What you have to do –
Whenever a line in the entries includes the word "roads", copy that line out.

Supplied data –

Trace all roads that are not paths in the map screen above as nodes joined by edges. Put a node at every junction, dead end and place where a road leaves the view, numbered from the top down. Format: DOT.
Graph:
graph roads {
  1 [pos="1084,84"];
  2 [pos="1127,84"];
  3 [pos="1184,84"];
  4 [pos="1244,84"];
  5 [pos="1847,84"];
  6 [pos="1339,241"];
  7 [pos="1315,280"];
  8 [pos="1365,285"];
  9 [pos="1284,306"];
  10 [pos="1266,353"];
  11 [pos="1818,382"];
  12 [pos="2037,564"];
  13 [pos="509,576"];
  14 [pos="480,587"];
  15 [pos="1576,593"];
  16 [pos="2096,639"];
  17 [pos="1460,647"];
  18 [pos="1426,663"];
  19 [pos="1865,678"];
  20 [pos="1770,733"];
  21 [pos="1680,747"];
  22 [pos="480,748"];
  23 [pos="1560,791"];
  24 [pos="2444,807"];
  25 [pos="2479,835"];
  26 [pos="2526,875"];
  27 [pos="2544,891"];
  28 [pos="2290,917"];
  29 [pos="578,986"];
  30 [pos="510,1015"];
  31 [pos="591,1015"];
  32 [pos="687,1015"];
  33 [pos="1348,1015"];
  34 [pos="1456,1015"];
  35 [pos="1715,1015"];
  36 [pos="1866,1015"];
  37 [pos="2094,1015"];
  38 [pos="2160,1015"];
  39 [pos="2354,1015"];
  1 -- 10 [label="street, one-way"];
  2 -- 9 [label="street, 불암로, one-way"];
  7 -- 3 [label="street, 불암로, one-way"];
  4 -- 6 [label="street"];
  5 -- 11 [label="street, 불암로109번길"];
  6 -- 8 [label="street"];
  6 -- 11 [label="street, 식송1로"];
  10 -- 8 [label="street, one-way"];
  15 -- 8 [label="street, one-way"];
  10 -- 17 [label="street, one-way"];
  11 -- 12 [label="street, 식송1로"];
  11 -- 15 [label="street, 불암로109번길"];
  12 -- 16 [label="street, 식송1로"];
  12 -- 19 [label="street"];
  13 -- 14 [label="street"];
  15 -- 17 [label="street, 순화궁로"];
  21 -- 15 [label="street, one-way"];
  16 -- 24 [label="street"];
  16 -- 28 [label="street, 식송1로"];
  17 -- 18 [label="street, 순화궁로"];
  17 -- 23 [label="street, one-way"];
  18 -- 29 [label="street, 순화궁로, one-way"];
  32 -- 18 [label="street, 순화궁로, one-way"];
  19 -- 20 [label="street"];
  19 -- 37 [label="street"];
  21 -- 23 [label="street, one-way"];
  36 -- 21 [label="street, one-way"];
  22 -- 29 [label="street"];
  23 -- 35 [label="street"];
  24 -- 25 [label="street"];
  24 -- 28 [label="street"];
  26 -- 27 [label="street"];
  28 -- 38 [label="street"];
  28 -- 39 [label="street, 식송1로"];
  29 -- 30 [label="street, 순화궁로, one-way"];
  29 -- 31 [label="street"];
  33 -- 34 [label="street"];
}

Expected output –
Trace all roads that are not paths in the map screen above as nodes joined by edges. Put a node at every junction, dead end and place where a road leaves the view, numbered from the top down. Format: DOT.
graph roads {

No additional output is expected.